→ YOUR OBJECTIVE
Gather every line in the records below that contains the word "Stigbergsliden".

→ PROVIDED MATERIAL
________________________________________
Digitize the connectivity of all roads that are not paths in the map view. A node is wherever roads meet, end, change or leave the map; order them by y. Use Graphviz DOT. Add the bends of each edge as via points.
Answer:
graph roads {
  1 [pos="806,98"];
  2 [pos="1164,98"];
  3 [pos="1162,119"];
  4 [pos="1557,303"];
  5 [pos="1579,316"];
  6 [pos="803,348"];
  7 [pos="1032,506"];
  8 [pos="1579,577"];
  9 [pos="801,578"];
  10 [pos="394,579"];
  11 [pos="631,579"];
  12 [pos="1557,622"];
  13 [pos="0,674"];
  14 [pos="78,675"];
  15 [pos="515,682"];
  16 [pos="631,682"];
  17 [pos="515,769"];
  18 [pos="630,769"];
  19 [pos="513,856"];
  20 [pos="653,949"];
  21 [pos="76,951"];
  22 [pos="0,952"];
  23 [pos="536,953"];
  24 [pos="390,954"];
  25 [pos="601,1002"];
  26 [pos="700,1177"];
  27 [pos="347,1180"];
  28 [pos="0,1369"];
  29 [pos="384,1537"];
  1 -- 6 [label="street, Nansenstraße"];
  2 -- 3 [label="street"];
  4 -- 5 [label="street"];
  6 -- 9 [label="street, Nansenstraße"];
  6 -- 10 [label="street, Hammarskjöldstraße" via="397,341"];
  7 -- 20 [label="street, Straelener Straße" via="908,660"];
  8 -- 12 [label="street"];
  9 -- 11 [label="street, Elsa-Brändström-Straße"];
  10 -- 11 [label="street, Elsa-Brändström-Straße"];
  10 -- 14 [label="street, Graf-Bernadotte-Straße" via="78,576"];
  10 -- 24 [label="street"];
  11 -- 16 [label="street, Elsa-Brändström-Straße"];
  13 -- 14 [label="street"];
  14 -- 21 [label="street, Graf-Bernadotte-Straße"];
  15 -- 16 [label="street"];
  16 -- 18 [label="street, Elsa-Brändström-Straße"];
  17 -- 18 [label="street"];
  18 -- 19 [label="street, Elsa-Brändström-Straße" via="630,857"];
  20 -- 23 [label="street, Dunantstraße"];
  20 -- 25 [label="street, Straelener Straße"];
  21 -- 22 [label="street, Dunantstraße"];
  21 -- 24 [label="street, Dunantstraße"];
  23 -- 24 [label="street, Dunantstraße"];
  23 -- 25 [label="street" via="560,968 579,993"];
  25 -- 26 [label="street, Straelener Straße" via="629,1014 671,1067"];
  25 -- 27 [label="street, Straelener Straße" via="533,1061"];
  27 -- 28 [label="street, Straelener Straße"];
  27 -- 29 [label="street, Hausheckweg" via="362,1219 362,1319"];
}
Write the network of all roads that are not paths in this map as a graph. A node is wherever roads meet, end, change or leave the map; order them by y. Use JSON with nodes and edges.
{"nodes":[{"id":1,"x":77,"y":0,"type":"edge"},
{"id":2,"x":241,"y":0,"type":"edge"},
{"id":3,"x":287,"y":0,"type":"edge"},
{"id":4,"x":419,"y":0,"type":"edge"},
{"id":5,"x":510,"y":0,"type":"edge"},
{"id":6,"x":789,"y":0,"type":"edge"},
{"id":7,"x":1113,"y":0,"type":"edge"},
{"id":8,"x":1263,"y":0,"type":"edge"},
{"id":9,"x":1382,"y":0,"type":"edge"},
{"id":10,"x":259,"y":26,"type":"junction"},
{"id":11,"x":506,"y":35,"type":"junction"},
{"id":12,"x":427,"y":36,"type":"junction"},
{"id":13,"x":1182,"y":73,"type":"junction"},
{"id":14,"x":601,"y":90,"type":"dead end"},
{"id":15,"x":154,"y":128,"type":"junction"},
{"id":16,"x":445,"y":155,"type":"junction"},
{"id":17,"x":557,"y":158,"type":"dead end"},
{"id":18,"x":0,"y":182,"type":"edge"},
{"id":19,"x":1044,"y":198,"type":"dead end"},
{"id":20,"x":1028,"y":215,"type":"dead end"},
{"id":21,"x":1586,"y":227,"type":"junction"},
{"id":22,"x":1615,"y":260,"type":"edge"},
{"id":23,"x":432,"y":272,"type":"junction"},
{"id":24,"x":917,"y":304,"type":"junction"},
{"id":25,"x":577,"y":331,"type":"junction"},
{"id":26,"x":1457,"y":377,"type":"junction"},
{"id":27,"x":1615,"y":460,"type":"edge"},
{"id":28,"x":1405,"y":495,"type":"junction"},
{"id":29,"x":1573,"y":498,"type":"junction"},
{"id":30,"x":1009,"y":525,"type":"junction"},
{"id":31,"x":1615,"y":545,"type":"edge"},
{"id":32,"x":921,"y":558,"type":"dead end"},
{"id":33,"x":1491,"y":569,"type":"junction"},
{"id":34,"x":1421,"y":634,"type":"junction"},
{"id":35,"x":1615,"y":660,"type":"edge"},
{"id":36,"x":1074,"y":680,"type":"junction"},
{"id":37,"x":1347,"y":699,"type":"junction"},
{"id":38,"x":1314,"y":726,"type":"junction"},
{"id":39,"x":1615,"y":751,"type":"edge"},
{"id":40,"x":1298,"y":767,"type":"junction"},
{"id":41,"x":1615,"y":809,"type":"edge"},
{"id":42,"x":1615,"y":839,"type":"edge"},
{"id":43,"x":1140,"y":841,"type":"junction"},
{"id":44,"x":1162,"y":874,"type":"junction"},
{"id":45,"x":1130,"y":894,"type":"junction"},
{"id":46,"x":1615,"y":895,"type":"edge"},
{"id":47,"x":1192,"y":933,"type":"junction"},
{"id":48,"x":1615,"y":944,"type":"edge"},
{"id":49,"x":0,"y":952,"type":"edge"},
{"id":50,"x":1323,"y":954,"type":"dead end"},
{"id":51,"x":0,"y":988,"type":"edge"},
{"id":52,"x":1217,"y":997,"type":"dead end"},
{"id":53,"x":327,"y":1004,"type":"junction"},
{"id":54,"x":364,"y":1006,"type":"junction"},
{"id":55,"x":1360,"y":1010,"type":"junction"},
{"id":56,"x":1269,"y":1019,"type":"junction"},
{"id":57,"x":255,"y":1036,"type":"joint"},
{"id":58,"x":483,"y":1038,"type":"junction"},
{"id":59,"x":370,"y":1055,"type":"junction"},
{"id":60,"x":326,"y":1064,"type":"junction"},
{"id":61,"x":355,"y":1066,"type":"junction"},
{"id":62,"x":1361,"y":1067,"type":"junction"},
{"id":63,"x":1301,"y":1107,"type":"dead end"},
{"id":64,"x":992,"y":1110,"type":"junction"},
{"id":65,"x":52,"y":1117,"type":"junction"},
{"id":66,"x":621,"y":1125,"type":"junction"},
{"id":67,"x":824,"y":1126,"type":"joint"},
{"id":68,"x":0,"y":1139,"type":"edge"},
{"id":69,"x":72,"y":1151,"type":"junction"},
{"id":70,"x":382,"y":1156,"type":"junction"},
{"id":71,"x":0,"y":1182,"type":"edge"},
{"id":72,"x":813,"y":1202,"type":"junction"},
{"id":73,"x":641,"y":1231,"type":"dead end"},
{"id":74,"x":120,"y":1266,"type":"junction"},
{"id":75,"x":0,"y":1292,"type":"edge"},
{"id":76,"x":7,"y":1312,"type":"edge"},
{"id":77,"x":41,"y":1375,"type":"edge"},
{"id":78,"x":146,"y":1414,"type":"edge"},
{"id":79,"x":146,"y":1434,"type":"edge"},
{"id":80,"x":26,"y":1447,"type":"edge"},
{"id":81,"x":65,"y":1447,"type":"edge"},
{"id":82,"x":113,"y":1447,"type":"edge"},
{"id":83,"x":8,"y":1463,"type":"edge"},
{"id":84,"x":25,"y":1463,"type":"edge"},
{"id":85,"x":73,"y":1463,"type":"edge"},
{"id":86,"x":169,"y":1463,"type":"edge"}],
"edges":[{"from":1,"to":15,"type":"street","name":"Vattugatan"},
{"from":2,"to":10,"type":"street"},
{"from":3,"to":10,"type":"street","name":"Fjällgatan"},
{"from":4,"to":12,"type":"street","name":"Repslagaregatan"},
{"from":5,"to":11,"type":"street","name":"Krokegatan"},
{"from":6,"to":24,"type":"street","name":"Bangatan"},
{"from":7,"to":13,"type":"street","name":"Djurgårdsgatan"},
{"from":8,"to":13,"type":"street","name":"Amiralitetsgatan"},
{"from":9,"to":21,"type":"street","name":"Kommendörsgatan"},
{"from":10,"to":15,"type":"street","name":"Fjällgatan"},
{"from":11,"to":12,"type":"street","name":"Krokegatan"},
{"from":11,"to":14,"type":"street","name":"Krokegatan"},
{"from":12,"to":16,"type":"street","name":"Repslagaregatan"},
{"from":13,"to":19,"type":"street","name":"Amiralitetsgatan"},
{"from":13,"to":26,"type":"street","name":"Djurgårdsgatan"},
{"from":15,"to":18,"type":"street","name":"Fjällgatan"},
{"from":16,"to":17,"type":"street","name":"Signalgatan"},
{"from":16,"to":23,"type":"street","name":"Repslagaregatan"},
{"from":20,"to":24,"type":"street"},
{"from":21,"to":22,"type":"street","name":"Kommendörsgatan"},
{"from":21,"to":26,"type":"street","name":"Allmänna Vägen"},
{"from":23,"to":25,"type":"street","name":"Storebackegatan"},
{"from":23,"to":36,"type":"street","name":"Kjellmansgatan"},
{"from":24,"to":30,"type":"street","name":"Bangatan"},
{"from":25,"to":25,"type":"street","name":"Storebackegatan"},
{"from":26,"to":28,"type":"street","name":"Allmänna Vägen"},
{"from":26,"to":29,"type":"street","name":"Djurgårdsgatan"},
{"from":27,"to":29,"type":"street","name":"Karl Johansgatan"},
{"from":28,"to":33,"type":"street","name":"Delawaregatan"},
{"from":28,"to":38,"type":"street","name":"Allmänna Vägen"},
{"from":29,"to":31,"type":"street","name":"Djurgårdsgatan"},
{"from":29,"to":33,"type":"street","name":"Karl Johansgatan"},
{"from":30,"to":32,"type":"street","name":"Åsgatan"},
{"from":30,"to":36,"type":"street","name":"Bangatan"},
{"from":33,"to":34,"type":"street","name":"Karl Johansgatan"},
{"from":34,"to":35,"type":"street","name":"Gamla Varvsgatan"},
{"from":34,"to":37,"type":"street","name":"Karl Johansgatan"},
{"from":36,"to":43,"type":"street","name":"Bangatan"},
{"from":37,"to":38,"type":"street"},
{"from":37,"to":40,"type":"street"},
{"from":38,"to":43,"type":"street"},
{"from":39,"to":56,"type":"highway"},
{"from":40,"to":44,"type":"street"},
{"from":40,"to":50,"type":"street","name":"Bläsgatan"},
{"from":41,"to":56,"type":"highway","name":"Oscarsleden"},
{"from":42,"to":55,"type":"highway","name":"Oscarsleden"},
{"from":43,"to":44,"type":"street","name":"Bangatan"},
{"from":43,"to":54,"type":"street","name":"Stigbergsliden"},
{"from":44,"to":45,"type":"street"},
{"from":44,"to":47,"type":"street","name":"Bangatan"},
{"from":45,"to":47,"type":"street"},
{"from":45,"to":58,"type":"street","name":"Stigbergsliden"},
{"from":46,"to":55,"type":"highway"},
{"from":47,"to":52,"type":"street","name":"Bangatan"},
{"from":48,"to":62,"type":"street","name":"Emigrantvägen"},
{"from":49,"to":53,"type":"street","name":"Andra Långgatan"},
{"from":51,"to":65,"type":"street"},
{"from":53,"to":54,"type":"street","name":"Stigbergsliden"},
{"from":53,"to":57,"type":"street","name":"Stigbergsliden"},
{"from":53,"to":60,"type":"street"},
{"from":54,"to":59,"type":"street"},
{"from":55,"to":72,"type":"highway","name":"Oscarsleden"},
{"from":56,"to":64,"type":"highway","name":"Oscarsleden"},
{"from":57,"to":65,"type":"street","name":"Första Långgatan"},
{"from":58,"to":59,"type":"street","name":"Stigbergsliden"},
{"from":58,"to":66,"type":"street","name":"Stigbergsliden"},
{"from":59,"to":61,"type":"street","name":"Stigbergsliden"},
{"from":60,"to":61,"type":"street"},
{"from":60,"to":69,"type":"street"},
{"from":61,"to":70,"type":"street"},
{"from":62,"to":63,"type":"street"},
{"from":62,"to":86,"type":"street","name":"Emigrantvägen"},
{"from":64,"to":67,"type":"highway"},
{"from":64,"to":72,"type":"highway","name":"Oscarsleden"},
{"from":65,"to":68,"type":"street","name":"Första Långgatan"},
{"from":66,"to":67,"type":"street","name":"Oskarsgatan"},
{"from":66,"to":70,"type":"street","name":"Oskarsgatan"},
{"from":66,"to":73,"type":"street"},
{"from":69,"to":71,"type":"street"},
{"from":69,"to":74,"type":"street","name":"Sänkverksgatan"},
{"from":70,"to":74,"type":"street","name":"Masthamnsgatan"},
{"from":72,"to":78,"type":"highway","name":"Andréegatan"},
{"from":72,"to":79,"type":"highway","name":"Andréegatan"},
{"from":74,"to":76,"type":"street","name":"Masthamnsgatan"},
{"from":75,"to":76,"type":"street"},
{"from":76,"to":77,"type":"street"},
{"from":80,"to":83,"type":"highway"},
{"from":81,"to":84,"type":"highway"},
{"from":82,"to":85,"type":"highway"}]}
________________________________________
→ ANSWER FOR THE TASK
{"from":43,"to":54,"type":"street","name":"Stigbergsliden"},
{"from":45,"to":58,"type":"street","name":"Stigbergsliden"},
{"from":53,"to":54,"type":"street","name":"Stigbergsliden"},
{"from":53,"to":57,"type":"street","name":"Stigbergsliden"},
{"from":58,"to":59,"type":"street","name":"Stigbergsliden"},
{"from":58,"to":66,"type":"street","name":"Stigbergsliden"},
{"from":59,"to":61,"type":"street","name":"Stigbergsliden"},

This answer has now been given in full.